DATASET CONTENT:
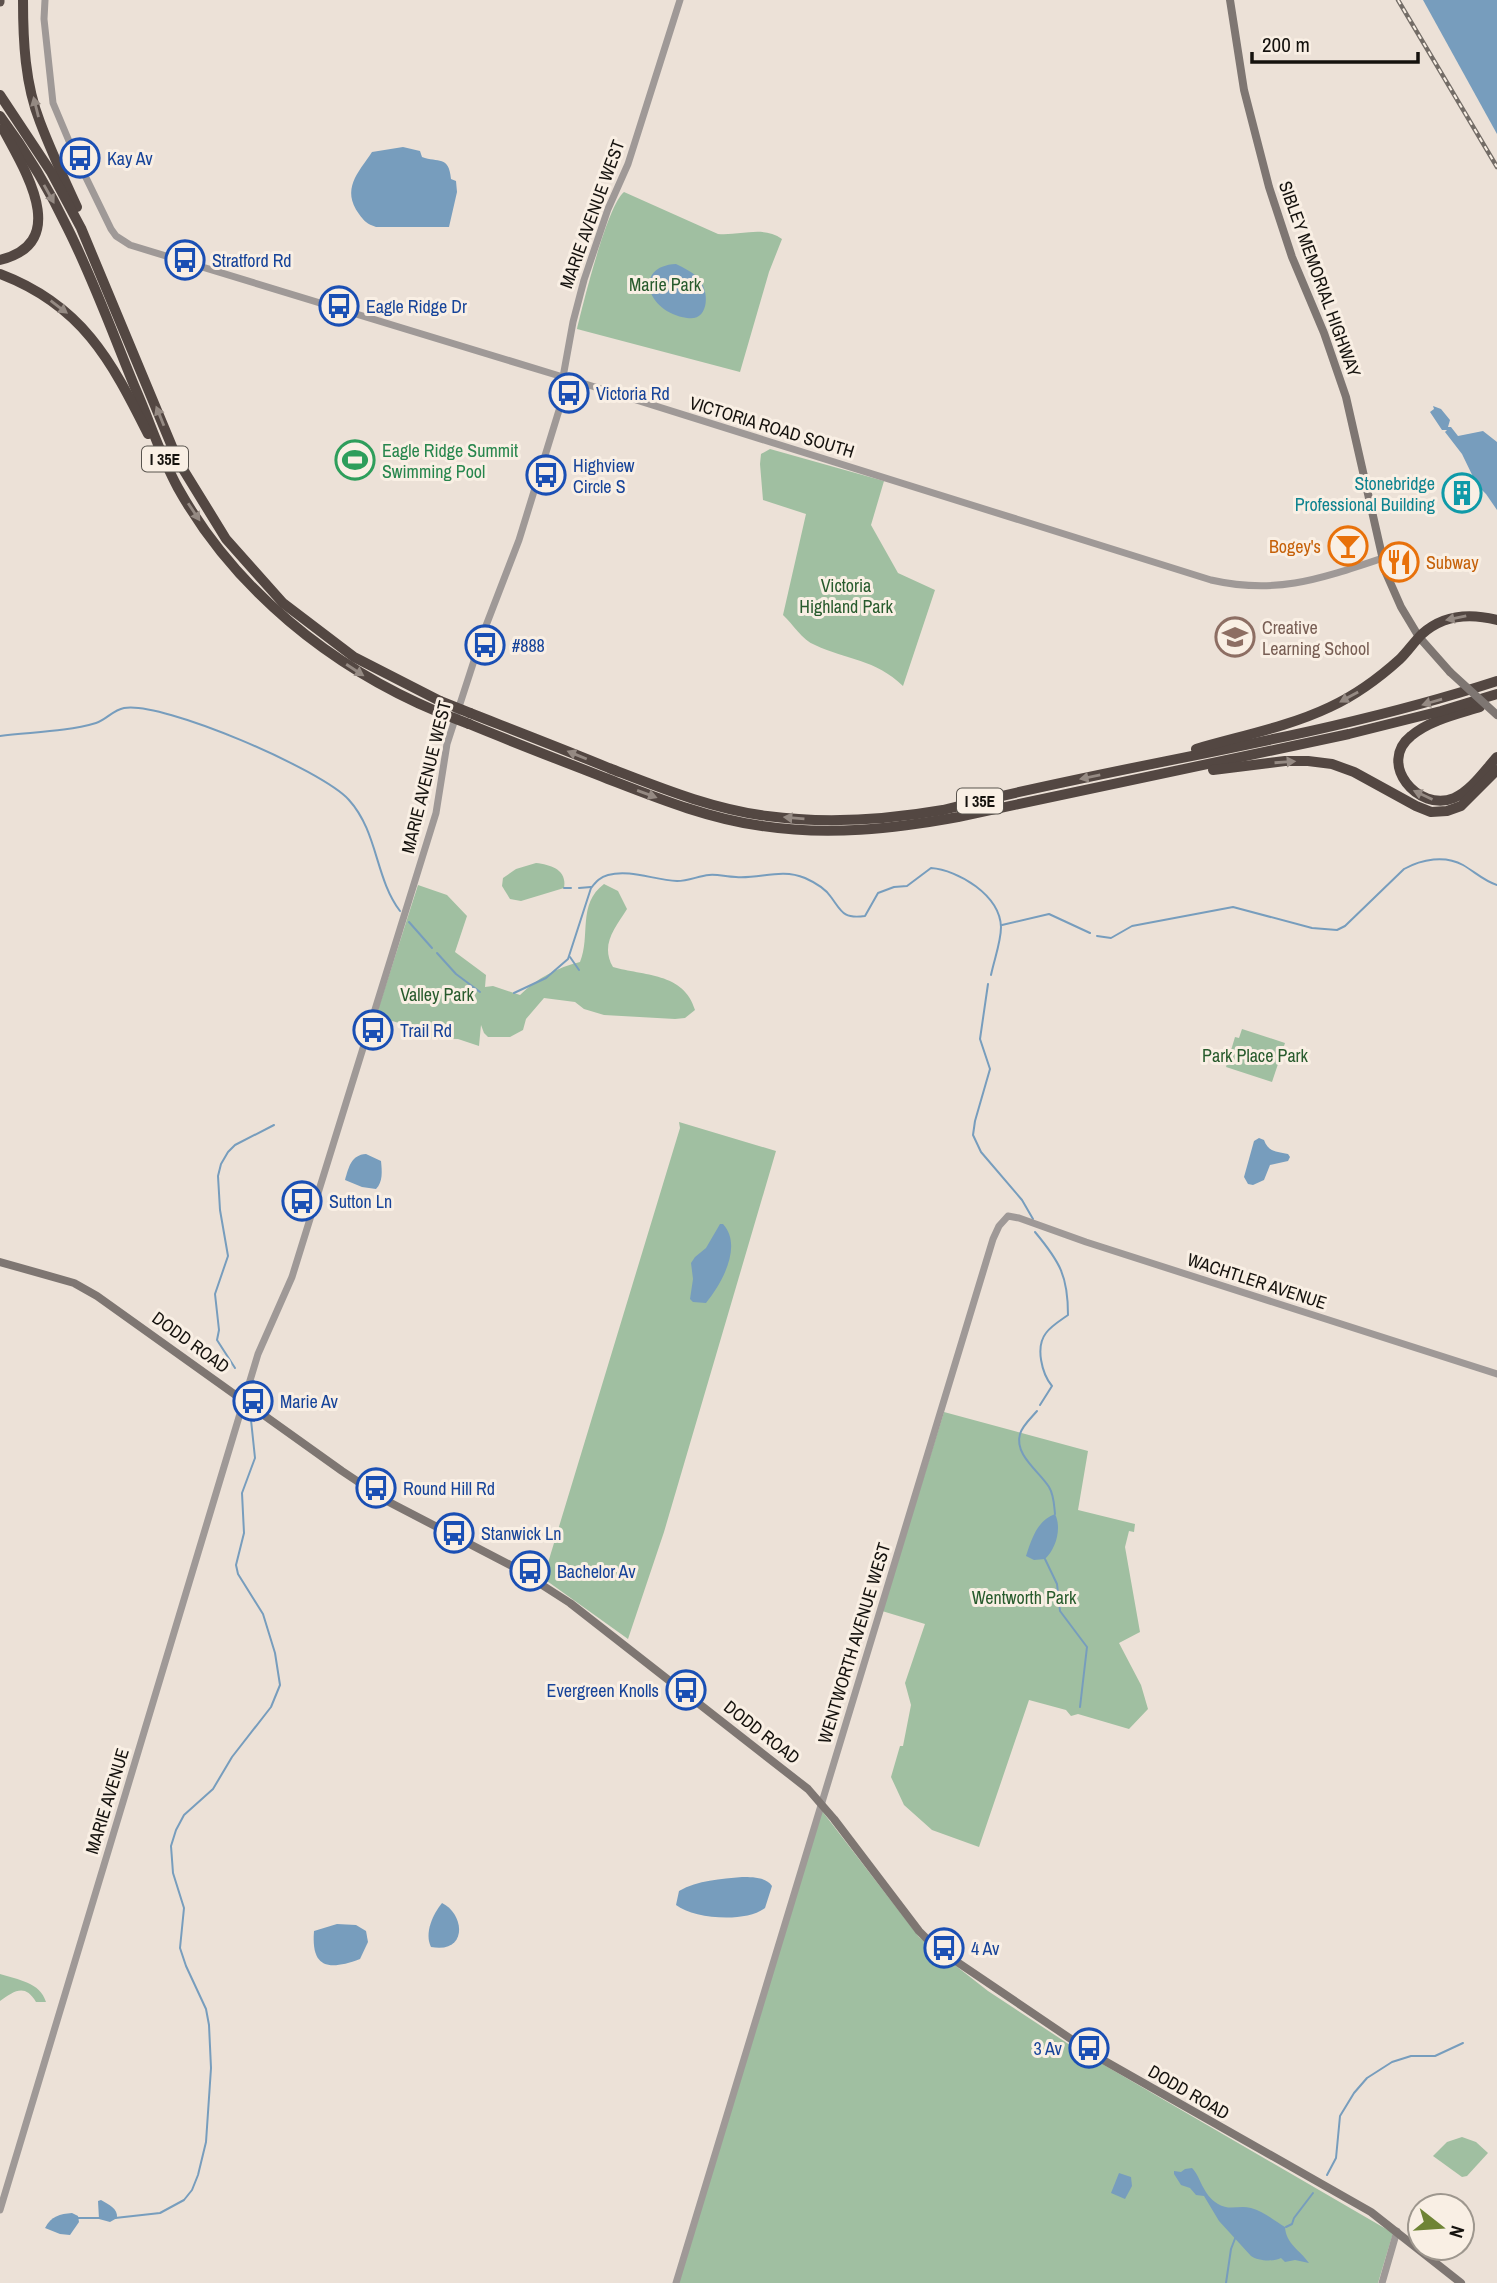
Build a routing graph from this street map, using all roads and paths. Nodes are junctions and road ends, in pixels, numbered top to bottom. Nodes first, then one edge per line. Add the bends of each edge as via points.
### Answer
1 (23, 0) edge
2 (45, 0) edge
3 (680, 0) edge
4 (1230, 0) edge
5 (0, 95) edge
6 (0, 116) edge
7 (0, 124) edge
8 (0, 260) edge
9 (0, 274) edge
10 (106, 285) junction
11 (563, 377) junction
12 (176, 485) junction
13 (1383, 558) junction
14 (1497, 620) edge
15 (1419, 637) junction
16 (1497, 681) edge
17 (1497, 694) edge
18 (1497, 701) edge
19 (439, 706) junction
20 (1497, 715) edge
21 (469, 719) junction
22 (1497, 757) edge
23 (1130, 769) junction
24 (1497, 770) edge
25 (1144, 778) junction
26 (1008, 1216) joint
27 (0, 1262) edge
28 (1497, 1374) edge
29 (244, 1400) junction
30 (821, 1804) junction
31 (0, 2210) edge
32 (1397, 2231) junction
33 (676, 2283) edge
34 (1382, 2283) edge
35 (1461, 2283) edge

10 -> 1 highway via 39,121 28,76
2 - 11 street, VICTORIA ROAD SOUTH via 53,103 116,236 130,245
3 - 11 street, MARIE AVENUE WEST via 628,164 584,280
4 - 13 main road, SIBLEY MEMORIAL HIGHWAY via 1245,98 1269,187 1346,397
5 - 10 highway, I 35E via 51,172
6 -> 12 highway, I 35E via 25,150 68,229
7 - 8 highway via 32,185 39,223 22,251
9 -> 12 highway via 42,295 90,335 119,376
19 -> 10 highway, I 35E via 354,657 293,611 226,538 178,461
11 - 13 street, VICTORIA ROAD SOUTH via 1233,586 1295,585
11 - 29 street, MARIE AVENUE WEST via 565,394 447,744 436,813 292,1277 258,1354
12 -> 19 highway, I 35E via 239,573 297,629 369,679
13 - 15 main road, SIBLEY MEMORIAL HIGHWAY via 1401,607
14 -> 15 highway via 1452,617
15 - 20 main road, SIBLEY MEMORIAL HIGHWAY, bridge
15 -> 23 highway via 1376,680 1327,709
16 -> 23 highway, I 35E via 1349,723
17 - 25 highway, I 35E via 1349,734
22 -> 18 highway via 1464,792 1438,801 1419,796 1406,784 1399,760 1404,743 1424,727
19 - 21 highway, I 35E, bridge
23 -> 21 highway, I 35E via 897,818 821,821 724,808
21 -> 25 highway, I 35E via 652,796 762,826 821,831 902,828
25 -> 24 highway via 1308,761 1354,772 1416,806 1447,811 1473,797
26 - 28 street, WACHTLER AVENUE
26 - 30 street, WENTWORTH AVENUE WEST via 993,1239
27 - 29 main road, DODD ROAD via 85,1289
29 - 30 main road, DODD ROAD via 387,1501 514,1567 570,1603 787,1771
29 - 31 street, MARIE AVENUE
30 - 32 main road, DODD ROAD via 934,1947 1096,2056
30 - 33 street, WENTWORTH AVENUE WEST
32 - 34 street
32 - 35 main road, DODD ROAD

PROBLEM DETAILS: Give back the full data exactly as it reads, but drop the pictures.

ANSWER SPACE:
Build a routing graph from this street map, using all roads and paths. Nodes are junctions and road ends, in pixels, numbered top to bottom. Nodes first, then one edge per line. Add the bends of each edge as via points.
### Answer
1 (23, 0) edge
2 (45, 0) edge
3 (680, 0) edge
4 (1230, 0) edge
5 (0, 95) edge
6 (0, 116) edge
7 (0, 124) edge
8 (0, 260) edge
9 (0, 274) edge
10 (106, 285) junction
11 (563, 377) junction
12 (176, 485) junction
13 (1383, 558) junction
14 (1497, 620) edge
15 (1419, 637) junction
16 (1497, 681) edge
17 (1497, 694) edge
18 (1497, 701) edge
19 (439, 706) junction
20 (1497, 715) edge
21 (469, 719) junction
22 (1497, 757) edge
23 (1130, 769) junction
24 (1497, 770) edge
25 (1144, 778) junction
26 (1008, 1216) joint
27 (0, 1262) edge
28 (1497, 1374) edge
29 (244, 1400) junction
30 (821, 1804) junction
31 (0, 2210) edge
32 (1397, 2231) junction
33 (676, 2283) edge
34 (1382, 2283) edge
35 (1461, 2283) edge

10 -> 1 highway via 39,121 28,76
2 - 11 street, VICTORIA ROAD SOUTH via 53,103 116,236 130,245
3 - 11 street, MARIE AVENUE WEST via 628,164 584,280
4 - 13 main road, SIBLEY MEMORIAL HIGHWAY via 1245,98 1269,187 1346,397
5 - 10 highway, I 35E via 51,172
6 -> 12 highway, I 35E via 25,150 68,229
7 - 8 highway via 32,185 39,223 22,251
9 -> 12 highway via 42,295 90,335 119,376
19 -> 10 highway, I 35E via 354,657 293,611 226,538 178,461
11 - 13 street, VICTORIA ROAD SOUTH via 1233,586 1295,585
11 - 29 street, MARIE AVENUE WEST via 565,394 447,744 436,813 292,1277 258,1354
12 -> 19 highway, I 35E via 239,573 297,629 369,679
13 - 15 main road, SIBLEY MEMORIAL HIGHWAY via 1401,607
14 -> 15 highway via 1452,617
15 - 20 main road, SIBLEY MEMORIAL HIGHWAY, bridge
15 -> 23 highway via 1376,680 1327,709
16 -> 23 highway, I 35E via 1349,723
17 - 25 highway, I 35E via 1349,734
22 -> 18 highway via 1464,792 1438,801 1419,796 1406,784 1399,760 1404,743 1424,727
19 - 21 highway, I 35E, bridge
23 -> 21 highway, I 35E via 897,818 821,821 724,808
21 -> 25 highway, I 35E via 652,796 762,826 821,831 902,828
25 -> 24 highway via 1308,761 1354,772 1416,806 1447,811 1473,797
26 - 28 street, WACHTLER AVENUE
26 - 30 street, WENTWORTH AVENUE WEST via 993,1239
27 - 29 main road, DODD ROAD via 85,1289
29 - 30 main road, DODD ROAD via 387,1501 514,1567 570,1603 787,1771
29 - 31 street, MARIE AVENUE
30 - 32 main road, DODD ROAD via 934,1947 1096,2056
30 - 33 street, WENTWORTH AVENUE WEST
32 - 34 street
32 - 35 main road, DODD ROAD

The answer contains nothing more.